AIM OF THE EXERCISE
The entries that follow should be repeated exactly, with no pictures kept.

[DATA UNDER STUDY — start]

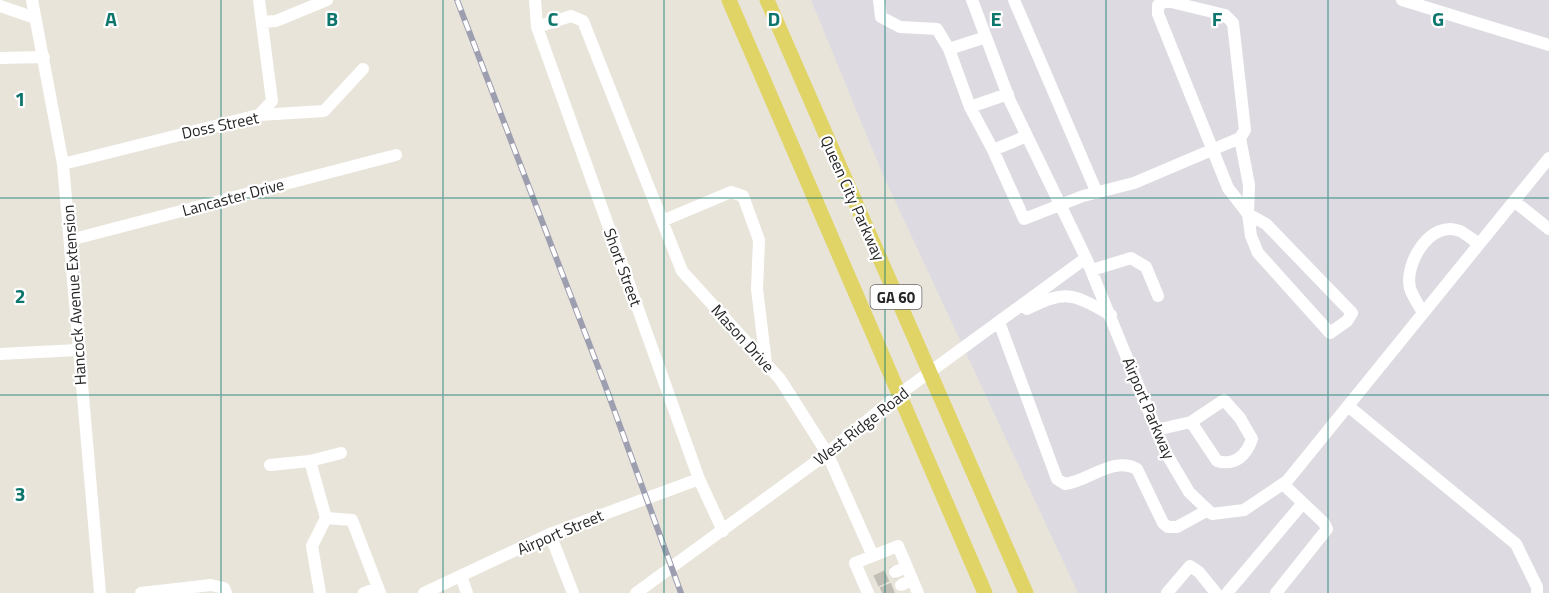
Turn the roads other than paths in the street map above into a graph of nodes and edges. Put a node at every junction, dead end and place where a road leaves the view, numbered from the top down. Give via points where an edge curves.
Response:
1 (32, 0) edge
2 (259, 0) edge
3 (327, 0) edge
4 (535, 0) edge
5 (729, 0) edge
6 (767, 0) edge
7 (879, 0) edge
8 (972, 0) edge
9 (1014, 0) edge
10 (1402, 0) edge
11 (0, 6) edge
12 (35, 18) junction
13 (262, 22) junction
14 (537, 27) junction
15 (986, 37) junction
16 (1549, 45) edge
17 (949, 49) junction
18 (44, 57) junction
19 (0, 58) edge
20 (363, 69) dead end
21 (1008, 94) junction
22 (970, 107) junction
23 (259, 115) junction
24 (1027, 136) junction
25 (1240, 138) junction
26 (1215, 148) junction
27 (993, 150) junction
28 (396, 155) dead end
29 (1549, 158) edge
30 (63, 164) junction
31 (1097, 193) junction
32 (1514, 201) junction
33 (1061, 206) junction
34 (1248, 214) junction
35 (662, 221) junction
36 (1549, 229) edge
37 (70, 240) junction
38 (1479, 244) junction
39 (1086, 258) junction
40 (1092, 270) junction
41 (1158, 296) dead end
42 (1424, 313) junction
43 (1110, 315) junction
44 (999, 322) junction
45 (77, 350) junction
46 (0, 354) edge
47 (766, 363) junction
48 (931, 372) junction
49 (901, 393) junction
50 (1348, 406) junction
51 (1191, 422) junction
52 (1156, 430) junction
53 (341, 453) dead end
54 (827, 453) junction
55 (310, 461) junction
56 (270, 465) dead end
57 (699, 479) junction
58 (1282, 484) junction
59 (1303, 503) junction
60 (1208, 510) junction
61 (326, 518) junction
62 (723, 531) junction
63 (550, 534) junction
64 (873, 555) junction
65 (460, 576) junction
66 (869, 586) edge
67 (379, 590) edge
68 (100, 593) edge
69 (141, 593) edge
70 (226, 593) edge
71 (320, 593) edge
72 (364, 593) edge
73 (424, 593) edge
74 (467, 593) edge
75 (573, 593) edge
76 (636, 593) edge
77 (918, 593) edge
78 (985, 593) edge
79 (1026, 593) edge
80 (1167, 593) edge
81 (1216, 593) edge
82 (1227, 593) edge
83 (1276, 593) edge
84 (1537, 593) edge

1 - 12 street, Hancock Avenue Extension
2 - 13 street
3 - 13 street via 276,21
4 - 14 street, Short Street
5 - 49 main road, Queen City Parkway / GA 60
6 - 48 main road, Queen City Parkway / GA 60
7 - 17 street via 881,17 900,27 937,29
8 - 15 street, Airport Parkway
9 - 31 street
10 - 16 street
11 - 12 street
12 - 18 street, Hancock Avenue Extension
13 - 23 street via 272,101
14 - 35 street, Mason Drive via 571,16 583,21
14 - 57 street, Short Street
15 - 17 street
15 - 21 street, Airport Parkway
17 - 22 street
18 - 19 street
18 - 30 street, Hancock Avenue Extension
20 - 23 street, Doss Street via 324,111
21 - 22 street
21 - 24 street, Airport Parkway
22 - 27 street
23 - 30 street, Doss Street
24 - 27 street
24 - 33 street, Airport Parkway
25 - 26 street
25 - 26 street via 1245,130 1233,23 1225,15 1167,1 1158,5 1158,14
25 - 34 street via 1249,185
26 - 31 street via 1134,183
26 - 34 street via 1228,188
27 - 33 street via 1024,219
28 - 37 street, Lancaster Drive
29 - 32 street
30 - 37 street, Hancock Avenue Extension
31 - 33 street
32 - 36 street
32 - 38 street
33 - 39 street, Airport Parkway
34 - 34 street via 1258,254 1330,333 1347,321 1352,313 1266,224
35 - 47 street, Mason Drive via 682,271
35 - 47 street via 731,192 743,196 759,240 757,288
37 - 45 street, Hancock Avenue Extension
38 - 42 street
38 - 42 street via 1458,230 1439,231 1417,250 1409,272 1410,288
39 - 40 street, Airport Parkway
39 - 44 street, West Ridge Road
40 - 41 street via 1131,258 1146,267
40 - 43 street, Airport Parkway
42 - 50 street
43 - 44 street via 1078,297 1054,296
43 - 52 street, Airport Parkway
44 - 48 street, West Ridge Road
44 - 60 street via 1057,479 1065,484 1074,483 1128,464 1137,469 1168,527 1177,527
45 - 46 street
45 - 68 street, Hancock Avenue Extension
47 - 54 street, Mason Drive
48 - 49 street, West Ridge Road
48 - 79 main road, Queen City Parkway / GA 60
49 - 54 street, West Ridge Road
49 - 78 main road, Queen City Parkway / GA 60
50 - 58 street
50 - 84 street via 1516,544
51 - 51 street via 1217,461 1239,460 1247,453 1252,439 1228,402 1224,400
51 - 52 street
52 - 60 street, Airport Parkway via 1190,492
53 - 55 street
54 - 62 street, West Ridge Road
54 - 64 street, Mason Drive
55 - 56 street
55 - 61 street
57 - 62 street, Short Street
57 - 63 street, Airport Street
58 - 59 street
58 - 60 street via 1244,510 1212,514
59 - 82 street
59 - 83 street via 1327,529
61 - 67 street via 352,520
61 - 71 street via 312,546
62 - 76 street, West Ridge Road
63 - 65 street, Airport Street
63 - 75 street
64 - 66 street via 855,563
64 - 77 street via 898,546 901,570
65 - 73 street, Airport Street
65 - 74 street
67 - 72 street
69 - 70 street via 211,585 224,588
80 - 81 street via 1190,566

[DATA UNDER STUDY — finish]

TASK RESULT
Turn the roads other than paths in the street map above into a graph of nodes and edges. Put a node at every junction, dead end and place where a road leaves the view, numbered from the top down. Give via points where an edge curves.
Response:
1 (32, 0) edge
2 (259, 0) edge
3 (327, 0) edge
4 (535, 0) edge
5 (729, 0) edge
6 (767, 0) edge
7 (879, 0) edge
8 (972, 0) edge
9 (1014, 0) edge
10 (1402, 0) edge
11 (0, 6) edge
12 (35, 18) junction
13 (262, 22) junction
14 (537, 27) junction
15 (986, 37) junction
16 (1549, 45) edge
17 (949, 49) junction
18 (44, 57) junction
19 (0, 58) edge
20 (363, 69) dead end
21 (1008, 94) junction
22 (970, 107) junction
23 (259, 115) junction
24 (1027, 136) junction
25 (1240, 138) junction
26 (1215, 148) junction
27 (993, 150) junction
28 (396, 155) dead end
29 (1549, 158) edge
30 (63, 164) junction
31 (1097, 193) junction
32 (1514, 201) junction
33 (1061, 206) junction
34 (1248, 214) junction
35 (662, 221) junction
36 (1549, 229) edge
37 (70, 240) junction
38 (1479, 244) junction
39 (1086, 258) junction
40 (1092, 270) junction
41 (1158, 296) dead end
42 (1424, 313) junction
43 (1110, 315) junction
44 (999, 322) junction
45 (77, 350) junction
46 (0, 354) edge
47 (766, 363) junction
48 (931, 372) junction
49 (901, 393) junction
50 (1348, 406) junction
51 (1191, 422) junction
52 (1156, 430) junction
53 (341, 453) dead end
54 (827, 453) junction
55 (310, 461) junction
56 (270, 465) dead end
57 (699, 479) junction
58 (1282, 484) junction
59 (1303, 503) junction
60 (1208, 510) junction
61 (326, 518) junction
62 (723, 531) junction
63 (550, 534) junction
64 (873, 555) junction
65 (460, 576) junction
66 (869, 586) edge
67 (379, 590) edge
68 (100, 593) edge
69 (141, 593) edge
70 (226, 593) edge
71 (320, 593) edge
72 (364, 593) edge
73 (424, 593) edge
74 (467, 593) edge
75 (573, 593) edge
76 (636, 593) edge
77 (918, 593) edge
78 (985, 593) edge
79 (1026, 593) edge
80 (1167, 593) edge
81 (1216, 593) edge
82 (1227, 593) edge
83 (1276, 593) edge
84 (1537, 593) edge

1 - 12 street, Hancock Avenue Extension
2 - 13 street
3 - 13 street via 276,21
4 - 14 street, Short Street
5 - 49 main road, Queen City Parkway / GA 60
6 - 48 main road, Queen City Parkway / GA 60
7 - 17 street via 881,17 900,27 937,29
8 - 15 street, Airport Parkway
9 - 31 street
10 - 16 street
11 - 12 street
12 - 18 street, Hancock Avenue Extension
13 - 23 street via 272,101
14 - 35 street, Mason Drive via 571,16 583,21
14 - 57 street, Short Street
15 - 17 street
15 - 21 street, Airport Parkway
17 - 22 street
18 - 19 street
18 - 30 street, Hancock Avenue Extension
20 - 23 street, Doss Street via 324,111
21 - 22 street
21 - 24 street, Airport Parkway
22 - 27 street
23 - 30 street, Doss Street
24 - 27 street
24 - 33 street, Airport Parkway
25 - 26 street
25 - 26 street via 1245,130 1233,23 1225,15 1167,1 1158,5 1158,14
25 - 34 street via 1249,185
26 - 31 street via 1134,183
26 - 34 street via 1228,188
27 - 33 street via 1024,219
28 - 37 street, Lancaster Drive
29 - 32 street
30 - 37 street, Hancock Avenue Extension
31 - 33 street
32 - 36 street
32 - 38 street
33 - 39 street, Airport Parkway
34 - 34 street via 1258,254 1330,333 1347,321 1352,313 1266,224
35 - 47 street, Mason Drive via 682,271
35 - 47 street via 731,192 743,196 759,240 757,288
37 - 45 street, Hancock Avenue Extension
38 - 42 street
38 - 42 street via 1458,230 1439,231 1417,250 1409,272 1410,288
39 - 40 street, Airport Parkway
39 - 44 street, West Ridge Road
40 - 41 street via 1131,258 1146,267
40 - 43 street, Airport Parkway
42 - 50 street
43 - 44 street via 1078,297 1054,296
43 - 52 street, Airport Parkway
44 - 48 street, West Ridge Road
44 - 60 street via 1057,479 1065,484 1074,483 1128,464 1137,469 1168,527 1177,527
45 - 46 street
45 - 68 street, Hancock Avenue Extension
47 - 54 street, Mason Drive
48 - 49 street, West Ridge Road
48 - 79 main road, Queen City Parkway / GA 60
49 - 54 street, West Ridge Road
49 - 78 main road, Queen City Parkway / GA 60
50 - 58 street
50 - 84 street via 1516,544
51 - 51 street via 1217,461 1239,460 1247,453 1252,439 1228,402 1224,400
51 - 52 street
52 - 60 street, Airport Parkway via 1190,492
53 - 55 street
54 - 62 street, West Ridge Road
54 - 64 street, Mason Drive
55 - 56 street
55 - 61 street
57 - 62 street, Short Street
57 - 63 street, Airport Street
58 - 59 street
58 - 60 street via 1244,510 1212,514
59 - 82 street
59 - 83 street via 1327,529
61 - 67 street via 352,520
61 - 71 street via 312,546
62 - 76 street, West Ridge Road
63 - 65 street, Airport Street
63 - 75 street
64 - 66 street via 855,563
64 - 77 street via 898,546 901,570
65 - 73 street, Airport Street
65 - 74 street
67 - 72 street
69 - 70 street via 211,585 224,588
80 - 81 street via 1190,566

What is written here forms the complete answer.